Sorry Robert, but we have to be careful here not to forget the big picture and getting lost in details, in particular since the TO is a newbie to concurrent programming.

In the sample code you provide, no one ever expects the two globals to be equal because there is no requirement or provision that the sequence of the two increments is uninterruptable. The two tasks run concurrently with no dependency whatsoever, so I would expect the two variables to deviate at any time.
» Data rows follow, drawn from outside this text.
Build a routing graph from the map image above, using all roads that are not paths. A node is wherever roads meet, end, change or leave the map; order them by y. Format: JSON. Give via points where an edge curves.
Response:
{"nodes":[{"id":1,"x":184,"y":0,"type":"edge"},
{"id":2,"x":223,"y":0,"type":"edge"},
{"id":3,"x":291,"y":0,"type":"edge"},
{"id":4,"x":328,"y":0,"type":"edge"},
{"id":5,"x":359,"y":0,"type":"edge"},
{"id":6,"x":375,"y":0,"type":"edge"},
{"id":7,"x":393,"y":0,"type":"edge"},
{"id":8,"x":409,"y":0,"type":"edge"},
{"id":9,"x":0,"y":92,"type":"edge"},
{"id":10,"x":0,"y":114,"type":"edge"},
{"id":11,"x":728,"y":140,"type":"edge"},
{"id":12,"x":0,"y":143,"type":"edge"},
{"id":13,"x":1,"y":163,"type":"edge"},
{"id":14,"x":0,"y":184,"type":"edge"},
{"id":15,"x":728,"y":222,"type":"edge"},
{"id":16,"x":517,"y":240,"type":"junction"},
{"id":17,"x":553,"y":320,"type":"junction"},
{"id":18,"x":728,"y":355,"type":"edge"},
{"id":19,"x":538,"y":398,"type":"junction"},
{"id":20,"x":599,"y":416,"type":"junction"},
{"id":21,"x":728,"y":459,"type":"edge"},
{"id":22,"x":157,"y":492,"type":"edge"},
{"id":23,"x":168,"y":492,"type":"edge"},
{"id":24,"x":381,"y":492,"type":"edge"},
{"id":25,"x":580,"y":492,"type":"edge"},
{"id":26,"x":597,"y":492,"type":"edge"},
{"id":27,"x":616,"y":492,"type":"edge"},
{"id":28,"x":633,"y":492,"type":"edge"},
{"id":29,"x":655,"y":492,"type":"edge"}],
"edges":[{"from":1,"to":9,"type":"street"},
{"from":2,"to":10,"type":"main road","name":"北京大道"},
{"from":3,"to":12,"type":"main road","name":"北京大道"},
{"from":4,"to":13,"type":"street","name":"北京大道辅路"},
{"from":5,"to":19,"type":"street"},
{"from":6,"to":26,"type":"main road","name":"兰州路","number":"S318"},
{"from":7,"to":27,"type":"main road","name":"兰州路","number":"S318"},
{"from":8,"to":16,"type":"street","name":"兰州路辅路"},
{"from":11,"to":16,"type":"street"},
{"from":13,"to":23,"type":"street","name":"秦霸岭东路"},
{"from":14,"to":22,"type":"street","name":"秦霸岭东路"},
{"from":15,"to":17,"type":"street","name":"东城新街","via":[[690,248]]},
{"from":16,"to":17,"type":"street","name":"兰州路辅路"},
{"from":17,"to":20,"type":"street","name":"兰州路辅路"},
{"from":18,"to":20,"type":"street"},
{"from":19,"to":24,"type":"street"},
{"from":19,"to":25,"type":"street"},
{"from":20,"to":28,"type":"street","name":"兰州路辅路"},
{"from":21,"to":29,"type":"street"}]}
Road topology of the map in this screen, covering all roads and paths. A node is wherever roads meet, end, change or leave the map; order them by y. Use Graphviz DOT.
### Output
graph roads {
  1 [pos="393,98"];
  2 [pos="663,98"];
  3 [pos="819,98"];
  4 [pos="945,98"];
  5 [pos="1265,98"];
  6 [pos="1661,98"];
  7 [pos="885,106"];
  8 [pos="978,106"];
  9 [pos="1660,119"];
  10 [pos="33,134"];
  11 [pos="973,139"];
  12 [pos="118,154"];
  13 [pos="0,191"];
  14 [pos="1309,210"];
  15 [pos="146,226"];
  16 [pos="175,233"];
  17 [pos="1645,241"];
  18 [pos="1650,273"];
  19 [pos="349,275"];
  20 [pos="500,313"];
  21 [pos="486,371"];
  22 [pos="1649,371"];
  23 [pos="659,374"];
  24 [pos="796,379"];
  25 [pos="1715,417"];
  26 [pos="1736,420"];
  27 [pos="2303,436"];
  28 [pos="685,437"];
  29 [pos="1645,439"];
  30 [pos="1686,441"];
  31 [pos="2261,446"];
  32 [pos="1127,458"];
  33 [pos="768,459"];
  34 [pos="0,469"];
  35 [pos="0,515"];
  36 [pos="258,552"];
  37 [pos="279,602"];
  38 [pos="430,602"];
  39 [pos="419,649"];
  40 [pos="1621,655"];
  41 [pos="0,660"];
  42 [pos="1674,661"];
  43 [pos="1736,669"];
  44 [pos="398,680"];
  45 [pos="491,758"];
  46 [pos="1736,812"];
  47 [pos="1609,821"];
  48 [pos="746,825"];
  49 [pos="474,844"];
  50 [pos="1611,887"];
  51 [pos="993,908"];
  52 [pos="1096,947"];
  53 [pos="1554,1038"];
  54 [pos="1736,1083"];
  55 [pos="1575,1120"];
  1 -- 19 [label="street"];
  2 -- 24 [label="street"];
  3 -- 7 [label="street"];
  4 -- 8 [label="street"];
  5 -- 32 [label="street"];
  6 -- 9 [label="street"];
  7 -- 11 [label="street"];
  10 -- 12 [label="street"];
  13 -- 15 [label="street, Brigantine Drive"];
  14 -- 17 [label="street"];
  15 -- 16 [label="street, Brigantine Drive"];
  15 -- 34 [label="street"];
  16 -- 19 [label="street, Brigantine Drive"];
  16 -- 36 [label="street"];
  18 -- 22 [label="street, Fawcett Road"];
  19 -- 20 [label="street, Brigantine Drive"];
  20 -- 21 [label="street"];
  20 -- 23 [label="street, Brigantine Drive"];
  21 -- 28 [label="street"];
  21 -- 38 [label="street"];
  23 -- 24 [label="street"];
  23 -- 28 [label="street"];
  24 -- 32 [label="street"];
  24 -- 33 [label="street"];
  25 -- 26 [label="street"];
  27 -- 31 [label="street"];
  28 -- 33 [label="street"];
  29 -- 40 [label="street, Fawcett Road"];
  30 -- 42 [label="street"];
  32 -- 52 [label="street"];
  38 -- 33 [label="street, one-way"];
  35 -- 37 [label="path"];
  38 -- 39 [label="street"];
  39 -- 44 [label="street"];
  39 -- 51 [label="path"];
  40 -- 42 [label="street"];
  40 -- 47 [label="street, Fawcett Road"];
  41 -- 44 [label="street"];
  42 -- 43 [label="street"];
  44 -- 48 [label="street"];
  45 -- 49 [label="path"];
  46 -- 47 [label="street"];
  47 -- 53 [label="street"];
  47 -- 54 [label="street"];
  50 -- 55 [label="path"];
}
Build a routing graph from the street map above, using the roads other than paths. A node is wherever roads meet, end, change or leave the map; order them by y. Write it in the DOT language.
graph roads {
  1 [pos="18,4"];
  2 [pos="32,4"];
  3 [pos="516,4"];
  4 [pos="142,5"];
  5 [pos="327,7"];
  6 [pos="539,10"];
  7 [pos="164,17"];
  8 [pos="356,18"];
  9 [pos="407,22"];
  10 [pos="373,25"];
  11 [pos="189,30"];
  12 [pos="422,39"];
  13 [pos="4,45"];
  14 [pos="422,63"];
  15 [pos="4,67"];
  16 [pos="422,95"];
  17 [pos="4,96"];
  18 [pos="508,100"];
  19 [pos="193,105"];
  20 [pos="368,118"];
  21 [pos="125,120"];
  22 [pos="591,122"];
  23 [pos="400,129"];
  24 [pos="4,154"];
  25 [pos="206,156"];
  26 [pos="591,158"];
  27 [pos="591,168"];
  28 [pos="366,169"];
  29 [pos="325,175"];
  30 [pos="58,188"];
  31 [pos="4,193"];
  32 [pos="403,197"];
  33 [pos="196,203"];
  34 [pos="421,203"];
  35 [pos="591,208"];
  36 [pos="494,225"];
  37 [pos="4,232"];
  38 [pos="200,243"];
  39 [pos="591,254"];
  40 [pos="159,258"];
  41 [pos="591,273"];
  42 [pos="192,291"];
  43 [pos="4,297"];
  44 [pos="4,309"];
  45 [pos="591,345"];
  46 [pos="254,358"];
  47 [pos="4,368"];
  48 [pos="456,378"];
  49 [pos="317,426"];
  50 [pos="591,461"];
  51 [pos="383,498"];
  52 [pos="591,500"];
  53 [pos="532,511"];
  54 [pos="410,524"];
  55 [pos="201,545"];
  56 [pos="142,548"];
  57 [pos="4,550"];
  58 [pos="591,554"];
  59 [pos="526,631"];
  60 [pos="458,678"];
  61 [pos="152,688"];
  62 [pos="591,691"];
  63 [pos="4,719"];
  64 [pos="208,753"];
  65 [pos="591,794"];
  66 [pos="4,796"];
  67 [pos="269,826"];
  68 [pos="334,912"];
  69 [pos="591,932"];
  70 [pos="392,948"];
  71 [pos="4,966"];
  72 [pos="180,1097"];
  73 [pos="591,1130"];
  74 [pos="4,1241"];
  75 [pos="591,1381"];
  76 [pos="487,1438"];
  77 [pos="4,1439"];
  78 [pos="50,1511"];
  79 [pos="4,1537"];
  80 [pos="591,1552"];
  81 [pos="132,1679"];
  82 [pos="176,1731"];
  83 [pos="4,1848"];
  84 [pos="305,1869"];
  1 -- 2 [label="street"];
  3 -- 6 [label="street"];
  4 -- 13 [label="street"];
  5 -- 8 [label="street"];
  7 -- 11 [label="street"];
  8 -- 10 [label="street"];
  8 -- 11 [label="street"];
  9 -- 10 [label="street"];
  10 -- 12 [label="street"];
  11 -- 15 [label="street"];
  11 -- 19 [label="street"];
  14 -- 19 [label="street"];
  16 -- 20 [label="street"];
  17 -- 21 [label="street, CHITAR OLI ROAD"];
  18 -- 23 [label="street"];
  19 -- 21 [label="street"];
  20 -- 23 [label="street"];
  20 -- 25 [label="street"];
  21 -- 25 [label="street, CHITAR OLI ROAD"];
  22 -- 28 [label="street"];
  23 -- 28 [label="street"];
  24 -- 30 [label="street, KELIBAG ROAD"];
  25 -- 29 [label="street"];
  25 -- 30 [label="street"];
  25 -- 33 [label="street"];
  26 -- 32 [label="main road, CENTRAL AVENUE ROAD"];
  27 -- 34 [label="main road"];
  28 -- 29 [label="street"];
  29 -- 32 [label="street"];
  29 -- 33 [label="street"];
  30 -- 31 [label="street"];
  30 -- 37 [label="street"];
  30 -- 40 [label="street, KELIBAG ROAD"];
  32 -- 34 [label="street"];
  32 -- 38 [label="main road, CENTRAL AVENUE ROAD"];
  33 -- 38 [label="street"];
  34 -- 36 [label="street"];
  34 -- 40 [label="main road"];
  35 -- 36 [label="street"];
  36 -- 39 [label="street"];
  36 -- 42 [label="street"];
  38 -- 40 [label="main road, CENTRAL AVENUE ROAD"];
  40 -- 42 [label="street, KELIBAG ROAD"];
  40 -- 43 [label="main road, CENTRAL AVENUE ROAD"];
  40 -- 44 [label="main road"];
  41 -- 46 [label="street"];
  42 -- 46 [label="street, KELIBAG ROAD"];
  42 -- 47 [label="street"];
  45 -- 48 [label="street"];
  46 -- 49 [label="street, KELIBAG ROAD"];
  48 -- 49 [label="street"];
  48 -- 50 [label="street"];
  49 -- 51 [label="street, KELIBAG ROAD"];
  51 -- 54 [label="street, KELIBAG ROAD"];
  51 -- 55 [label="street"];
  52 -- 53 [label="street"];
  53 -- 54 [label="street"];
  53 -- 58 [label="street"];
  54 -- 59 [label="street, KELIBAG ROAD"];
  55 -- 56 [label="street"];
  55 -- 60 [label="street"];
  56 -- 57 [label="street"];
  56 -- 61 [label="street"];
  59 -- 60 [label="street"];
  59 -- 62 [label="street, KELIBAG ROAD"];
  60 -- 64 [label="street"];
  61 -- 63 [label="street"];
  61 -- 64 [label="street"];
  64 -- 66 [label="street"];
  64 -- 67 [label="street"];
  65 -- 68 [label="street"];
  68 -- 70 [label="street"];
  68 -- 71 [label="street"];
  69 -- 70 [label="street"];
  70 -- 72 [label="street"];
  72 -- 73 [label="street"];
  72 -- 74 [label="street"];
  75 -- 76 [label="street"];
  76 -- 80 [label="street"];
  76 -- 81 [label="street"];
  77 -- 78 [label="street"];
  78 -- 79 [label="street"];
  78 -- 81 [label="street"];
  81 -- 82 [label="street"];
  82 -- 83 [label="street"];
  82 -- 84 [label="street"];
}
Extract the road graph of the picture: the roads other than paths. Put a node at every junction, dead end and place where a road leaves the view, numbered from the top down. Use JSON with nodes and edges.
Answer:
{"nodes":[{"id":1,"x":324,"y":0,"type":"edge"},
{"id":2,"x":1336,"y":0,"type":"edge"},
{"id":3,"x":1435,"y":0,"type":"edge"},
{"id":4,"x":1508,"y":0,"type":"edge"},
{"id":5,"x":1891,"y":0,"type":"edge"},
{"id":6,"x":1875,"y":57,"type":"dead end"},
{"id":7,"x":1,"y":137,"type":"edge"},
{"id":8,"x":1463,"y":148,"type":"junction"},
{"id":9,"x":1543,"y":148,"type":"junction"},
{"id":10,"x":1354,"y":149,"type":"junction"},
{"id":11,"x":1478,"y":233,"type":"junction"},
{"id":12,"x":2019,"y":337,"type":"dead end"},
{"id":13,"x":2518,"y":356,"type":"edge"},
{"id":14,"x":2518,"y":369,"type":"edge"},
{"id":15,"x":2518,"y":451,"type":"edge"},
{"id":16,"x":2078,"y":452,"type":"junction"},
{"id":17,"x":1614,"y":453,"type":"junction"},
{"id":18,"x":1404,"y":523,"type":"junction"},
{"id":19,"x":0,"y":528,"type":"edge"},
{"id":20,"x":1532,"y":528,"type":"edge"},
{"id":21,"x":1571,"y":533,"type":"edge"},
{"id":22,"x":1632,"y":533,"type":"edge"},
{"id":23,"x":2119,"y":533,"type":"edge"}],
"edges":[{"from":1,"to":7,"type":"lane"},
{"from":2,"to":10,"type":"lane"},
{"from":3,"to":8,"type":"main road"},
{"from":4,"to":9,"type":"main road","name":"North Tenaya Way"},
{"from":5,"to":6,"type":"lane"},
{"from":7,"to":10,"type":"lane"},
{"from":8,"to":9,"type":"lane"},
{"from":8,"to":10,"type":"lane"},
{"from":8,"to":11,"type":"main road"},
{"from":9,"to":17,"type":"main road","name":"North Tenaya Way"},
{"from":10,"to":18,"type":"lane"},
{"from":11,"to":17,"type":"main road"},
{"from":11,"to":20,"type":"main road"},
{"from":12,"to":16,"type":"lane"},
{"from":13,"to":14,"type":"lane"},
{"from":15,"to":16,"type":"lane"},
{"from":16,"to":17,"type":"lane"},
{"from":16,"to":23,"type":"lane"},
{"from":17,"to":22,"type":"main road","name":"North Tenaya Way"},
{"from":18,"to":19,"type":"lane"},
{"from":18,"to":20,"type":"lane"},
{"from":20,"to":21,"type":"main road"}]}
What you probably want to point out here is that it is unsafe to do the increment on uintCounter concurrently without atomicity (or exclusive) constraints which is true (but there would not be a need for two variables to prove this), but I do not see how ordering and barriers would bring us any advantage over simple exclusive access primitives (whether hardware/compiler/platform supported or via muteces).

Or does the declaration of your uint_least32CounterAtomic variable as “atomic” imply any side effects on the previous auto increment to uintCounter? If so, it would surprise me quite a bit as that would violate many rules.

Yes, by declaring it as an atomic data type, all access is atomic as it should be and as it’s defined here[1], assuming the C compiler and the C library work as expected :wink:

[1] Atomic types - cppreference.com

But in your code sample, you expect uninterruptability (atomicity) between the assignments to two variables of which only one is declared as atomic? Or am I missing something here?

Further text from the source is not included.